Your response should contain every line from the data below that holds the string "Almirante".

BEGIN DATA

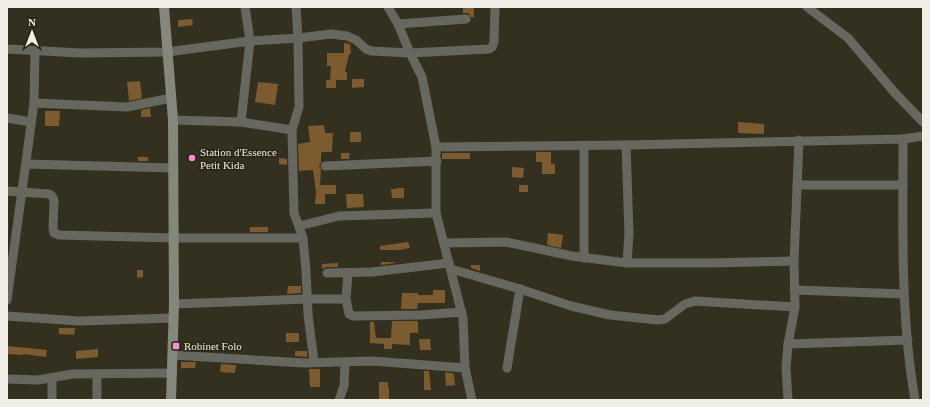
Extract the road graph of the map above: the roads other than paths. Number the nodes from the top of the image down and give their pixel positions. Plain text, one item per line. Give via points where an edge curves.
1 (164, 7) edge
2 (245, 7) edge
3 (296, 7) edge
4 (388, 7) edge
5 (494, 7) edge
6 (807, 7) edge
7 (466, 19) dead end
8 (398, 24) junction
9 (298, 38) junction
10 (250, 41) junction
11 (7, 49) edge
12 (35, 51) junction
13 (167, 52) junction
14 (410, 53) junction
15 (171, 98) junction
16 (34, 103) junction
17 (7, 118) edge
18 (173, 120) junction
19 (31, 122) junction
20 (240, 122) junction
21 (923, 122) edge
22 (292, 130) junction
23 (923, 136) edge
24 (902, 138) junction
25 (799, 140) junction
26 (584, 146) junction
27 (626, 146) junction
28 (436, 148) junction
29 (437, 161) junction
30 (26, 164) junction
31 (325, 166) dead end
32 (173, 168) junction
33 (797, 185) junction
34 (903, 185) junction
35 (7, 191) edge
36 (22, 192) junction
37 (436, 213) junction
38 (299, 226) junction
39 (174, 238) junction
40 (303, 238) junction
41 (444, 243) junction
42 (584, 258) junction
43 (794, 261) junction
44 (627, 263) junction
45 (450, 266) junction
46 (327, 273) dead end
47 (348, 273) junction
48 (520, 289) junction
49 (794, 290) junction
50 (904, 294) junction
51 (307, 299) junction
52 (7, 300) edge
53 (346, 300) junction
54 (174, 304) junction
55 (795, 307) junction
56 (462, 312) junction
57 (7, 316) edge
58 (173, 318) junction
59 (908, 340) junction
60 (788, 344) junction
61 (172, 355) junction
62 (314, 362) junction
63 (345, 362) junction
64 (465, 368) junction
65 (507, 368) dead end
66 (172, 373) junction
67 (97, 374) junction
68 (52, 378) junction
69 (7, 379) edge
70 (52, 400) edge
71 (97, 400) edge
72 (171, 400) edge
73 (339, 400) edge
74 (472, 400) edge
75 (788, 400) edge
76 (915, 400) edge

1 - 13 street
2 - 10 street
3 - 9 street
4 - 8 street
5 - 14 street via 494,42 489,49
6 - 21 street via 848,38
7 - 8 street
8 - 14 street
9 - 10 street
9 - 14 street via 331,34 347,36 371,51
9 - 22 street via 299,107
10 - 13 street
10 - 20 street
11 - 12 street
12 - 13 street
12 - 16 street
13 - 15 street
14 - 28 street via 422,77
15 - 16 street via 127,107
15 - 18 street
16 - 19 street
17 - 19 street
18 - 20 street
18 - 32 street
19 - 30 street
20 - 22 street
22 - 38 street via 294,212
23 - 24 street
24 - 25 street
24 - 34 street
25 - 27 street
25 - 33 street
26 - 27 street
26 - 28 street
26 - 42 street
27 - 44 street via 629,234
28 - 29 street
29 - 31 street
29 - 37 street
30 - 32 street
30 - 36 street
32 - 39 street
33 - 34 street
33 - 43 street
34 - 50 street
35 - 36 street
36 - 39 street via 52,196 53,229 54,233 59,235
36 - 52 street
37 - 38 street via 339,216
37 - 41 street
38 - 40 street
39 - 40 street
39 - 54 street
40 - 51 street
41 - 42 street via 506,242
41 - 45 street
42 - 44 street
43 - 44 street
43 - 49 street
45 - 47 street
45 - 48 street
45 - 56 street
46 - 47 street
47 - 53 street
48 - 55 street via 571,306 610,315 658,320 665,319 685,304 695,301
48 - 65 street
49 - 50 street
49 - 55 street
50 - 59 street
51 - 53 street
51 - 54 street
51 - 62 street
53 - 56 street via 348,312 353,316
54 - 58 street
55 - 60 street
56 - 64 street
57 - 58 street via 79,321
58 - 61 street
59 - 60 street
59 - 76 street
60 - 75 street
61 - 62 street
61 - 66 street
62 - 63 street
63 - 64 street via 372,361
63 - 73 street via 344,386
64 - 74 street
66 - 67 street
66 - 72 street
67 - 68 street via 72,374
67 - 71 street
68 - 69 street
68 - 70 street

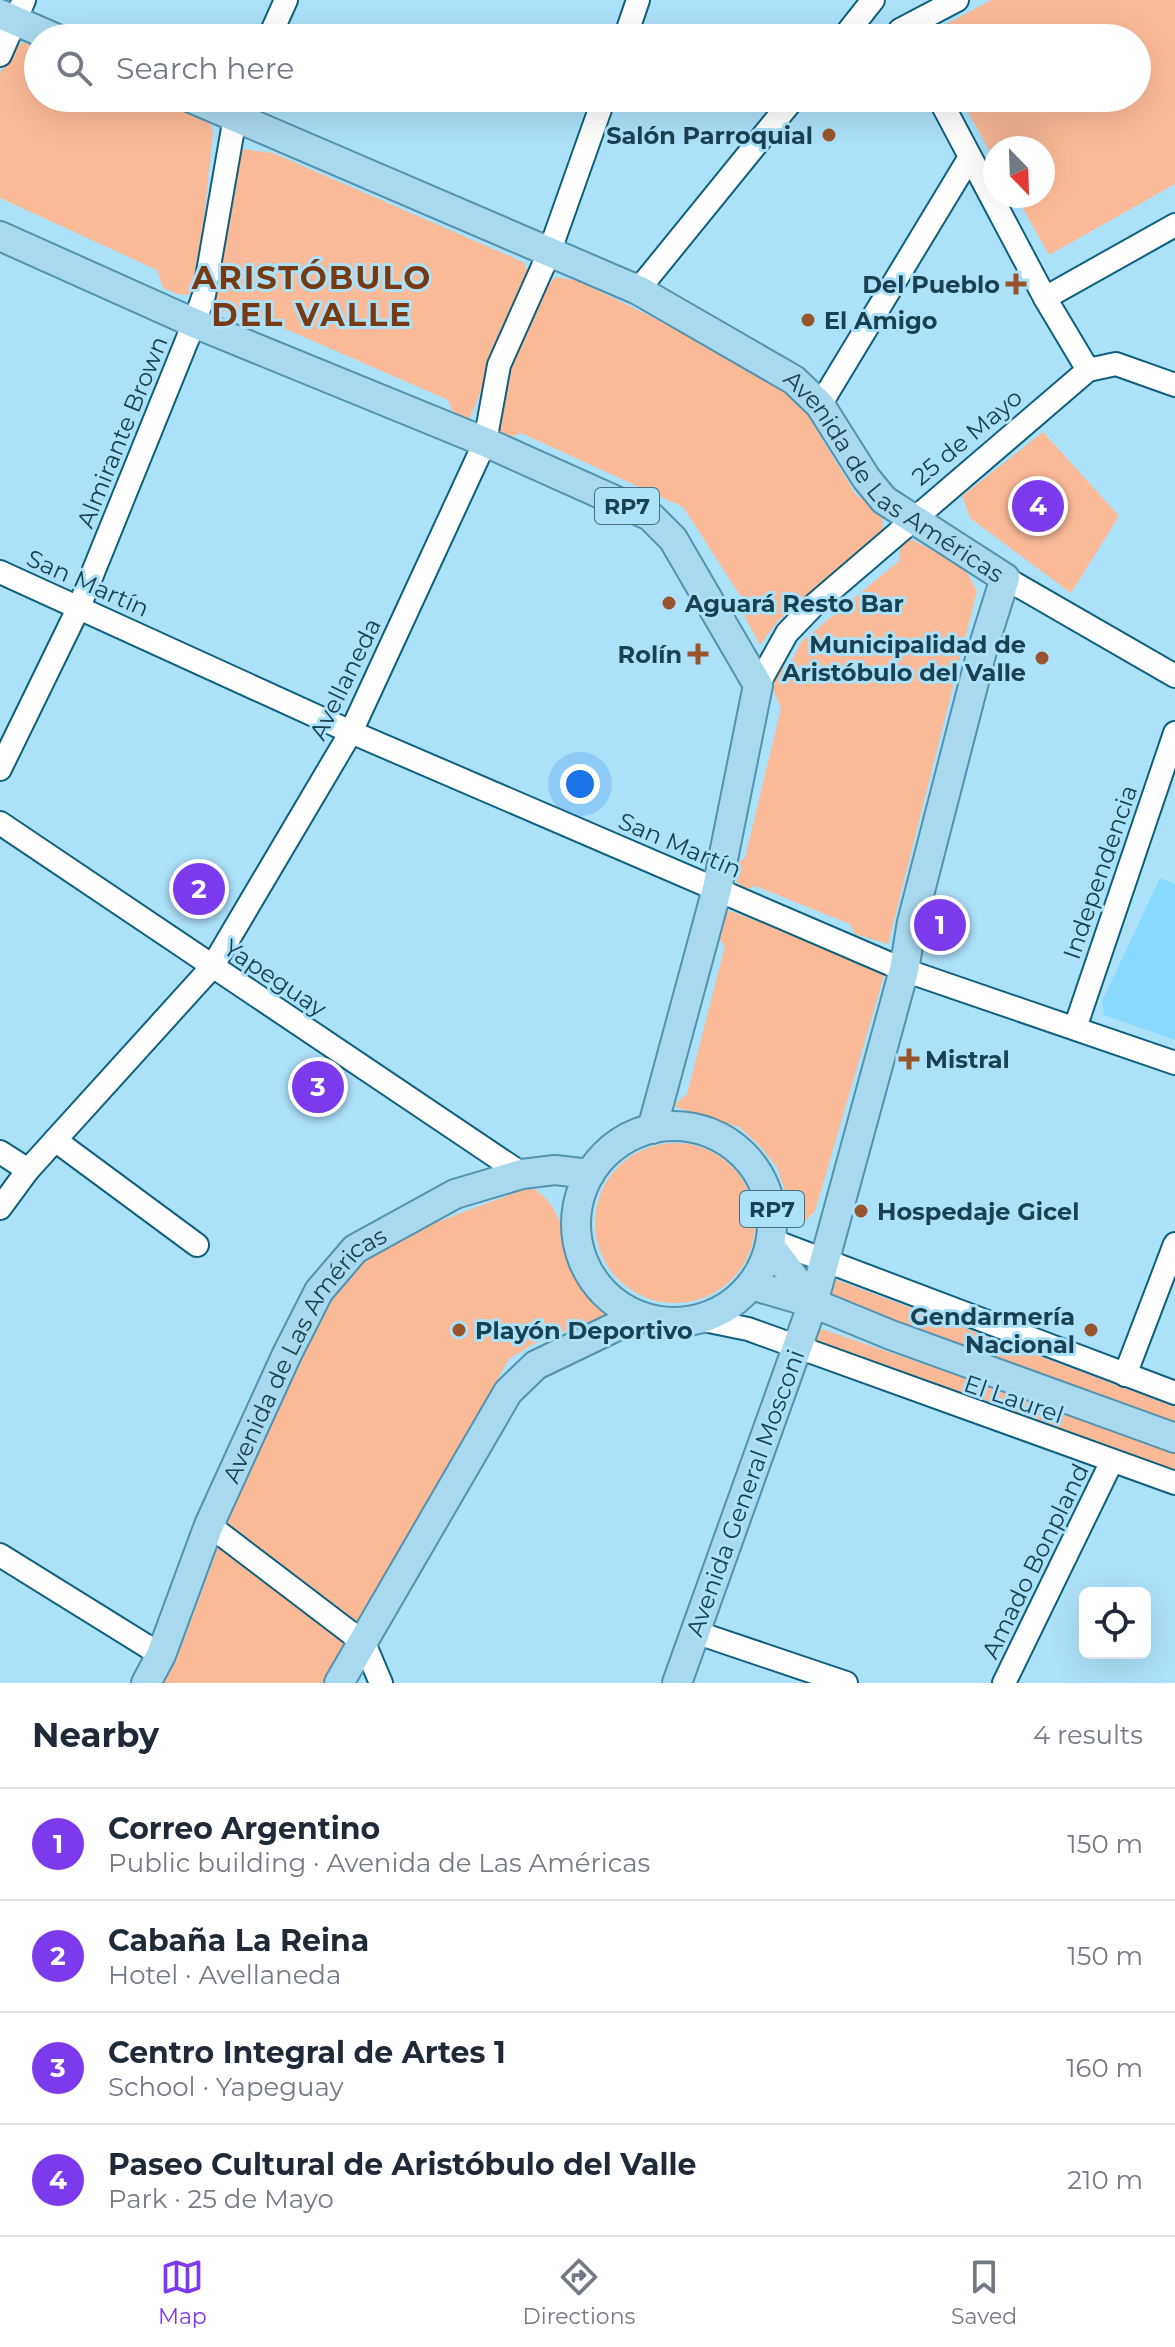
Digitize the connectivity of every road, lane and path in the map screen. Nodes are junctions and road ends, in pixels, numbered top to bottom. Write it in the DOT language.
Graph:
graph roads {
  1 [pos="286,0"];
  2 [pos="638,0"];
  3 [pos="874,0"];
  4 [pos="957,0"];
  5 [pos="13,12"];
  6 [pos="32,24"];
  7 [pos="275,24"];
  8 [pos="630,24"];
  9 [pos="854,24"];
  10 [pos="894,24"];
  11 [pos="919,24"];
  12 [pos="0,55"];
  13 [pos="238,112"];
  14 [pos="248,112"];
  15 [pos="599,112"];
  16 [pos="783,112"];
  17 [pos="946,112"];
  18 [pos="970,157"];
  19 [pos="1175,225"];
  20 [pos="0,236"];
  21 [pos="549,253"];
  22 [pos="638,290"];
  23 [pos="1045,298"];
  24 [pos="194,323"];
  25 [pos="1088,370"];
  26 [pos="1175,385"];
  27 [pos="820,405"];
  28 [pos="485,442"];
  29 [pos="911,518"];
  30 [pos="0,572"];
  31 [pos="1005,578"];
  32 [pos="79,607"];
  33 [pos="1175,676"];
  34 [pos="758,685"];
  35 [pos="351,732"];
  36 [pos="1175,733"];
  37 [pos="0,769"];
  38 [pos="0,823"];
  39 [pos="717,889"];
  40 [pos="212,967"];
  41 [pos="904,970"];
  42 [pos="1075,1028"];
  43 [pos="1175,1063"];
  44 [pos="652,1129"];
  45 [pos="55,1140"];
  46 [pos="0,1152"];
  47 [pos="28,1170"];
  48 [pos="522,1174"];
  49 [pos="590,1174"];
  50 [pos="0,1208"];
  51 [pos="770,1243"];
  52 [pos="1175,1244"];
  53 [pos="197,1245"];
  54 [pos="826,1261"];
  55 [pos="751,1285"];
  56 [pos="813,1303"];
  57 [pos="638,1316"];
  58 [pos="699,1319"];
  59 [pos="796,1349"];
  60 [pos="1125,1375"];
  61 [pos="1175,1393"];
  62 [pos="1175,1438"];
  63 [pos="1112,1461"];
  64 [pos="1175,1483"];
  65 [pos="209,1525"];
  66 [pos="0,1555"];
  67 [pos="695,1632"];
  68 [pos="364,1643"];
  69 [pos="161,1655"];
  70 [pos="146,1683"];
  71 [pos="339,1683"];
  72 [pos="381,1683"];
  73 [pos="677,1683"];
  74 [pos="846,1683"];
  75 [pos="1004,1683"];
  1 -- 7 [label="street"];
  2 -- 8 [label="street"];
  3 -- 9 [label="street"];
  3 -- 10 [label="street"];
  4 -- 11 [label="street"];
  5 -- 6 [label="main road"];
  5 -- 12 [label="street"];
  13 -- 24 [label="street, Almirante Brown"];
  14 -- 21 [label="main road, Avenida de Las Américas"];
  15 -- 21 [label="street, Avellaneda"];
  16 -- 22 [label="street"];
  17 -- 18 [label="street"];
  18 -- 23 [label="street"];
  18 -- 27 [label="street"];
  19 -- 23 [label="street"];
  20 -- 24 [label="main road, RP7"];
  21 -- 22 [label="main road, Avenida de Las Américas"];
  21 -- 28 [label="street, Avellaneda"];
  22 -- 27 [label="main road, Avenida de Las Américas"];
  23 -- 25 [label="street"];
  24 -- 28 [label="main road, RP7"];
  24 -- 32 [label="street, Almirante Brown"];
  25 -- 26 [label="street"];
  25 -- 29 [label="street, 25 de Mayo"];
  27 -- 29 [label="main road, Avenida de Las Américas"];
  28 -- 34 [label="main road, RP7"];
  28 -- 35 [label="street, Avellaneda"];
  29 -- 31 [label="main road, Avenida de Las Américas"];
  29 -- 34 [label="street, 25 de Mayo"];
  30 -- 32 [label="street, San Martín"];
  31 -- 33 [label="street"];
  31 -- 41 [label="main road, Avenida de Las Américas / RP7"];
  32 -- 35 [label="street, San Martín"];
  32 -- 37 [label="street, Almirante Brown"];
  34 -- 39 [label="main road"];
  35 -- 39 [label="street, San Martín"];
  35 -- 40 [label="street, Avellaneda"];
  36 -- 42 [label="street, Independencia"];
  38 -- 40 [label="street, Yapeguay"];
  39 -- 41 [label="street, San Martín"];
  39 -- 44 [label="main road"];
  40 -- 45 [label="street, Avellaneda"];
  40 -- 48 [label="street, Yapeguay"];
  41 -- 42 [label="street, San Martín"];
  41 -- 54 [label="main road, Avenida de Las Américas / RP7"];
  42 -- 43 [label="street, San Martín"];
  44 -- 49 [label="main road, RP7"];
  44 -- 51 [label="main road, RP7"];
  45 -- 47 [label="street, Avellaneda"];
  45 -- 53 [label="street"];
  46 -- 47 [label="street"];
  47 -- 50 [label="street, Avellaneda"];
  48 -- 49 [label="main road, Avenida de Las Américas"];
  48 -- 65 [label="main road, Avenida de Las Américas"];
  49 -- 57 [label="main road, RP7"];
  51 -- 54 [label="street"];
  51 -- 55 [label="main road, RP7"];
  51 -- 56 [label="main road, RP7"];
  52 -- 60 [label="street"];
  54 -- 56 [label="main road, Avenida de Las Américas / RP7"];
  54 -- 60 [label="street"];
  55 -- 56 [label="main road"];
  55 -- 58 [label="main road, RP7"];
  56 -- 59 [label="main road, Avenida General Mosconi"];
  56 -- 62 [label="main road"];
  57 -- 58 [label="main road, RP7"];
  57 -- 68 [label="main road"];
  58 -- 59 [label="street, El Laurel"];
  59 -- 63 [label="street, El Laurel"];
  59 -- 67 [label="main road, Avenida General Mosconi"];
  60 -- 61 [label="street"];
  63 -- 64 [label="street, El Laurel"];
  63 -- 75 [label="street, Amado Bonpland"];
  65 -- 68 [label="street"];
  65 -- 69 [label="main road, Avenida de Las Américas"];
  66 -- 69 [label="street"];
  67 -- 73 [label="main road, Avenida General Mosconi"];
  67 -- 74 [label="street"];
  68 -- 71 [label="main road"];
  68 -- 72 [label="street"];
  69 -- 70 [label="main road, Avenida de Las Américas"];
}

END DATA

ANSWER FOR THIS EXERCISE>
  13 -- 24 [label="street, Almirante Brown"];
  24 -- 32 [label="street, Almirante Brown"];
  32 -- 37 [label="street, Almirante Brown"];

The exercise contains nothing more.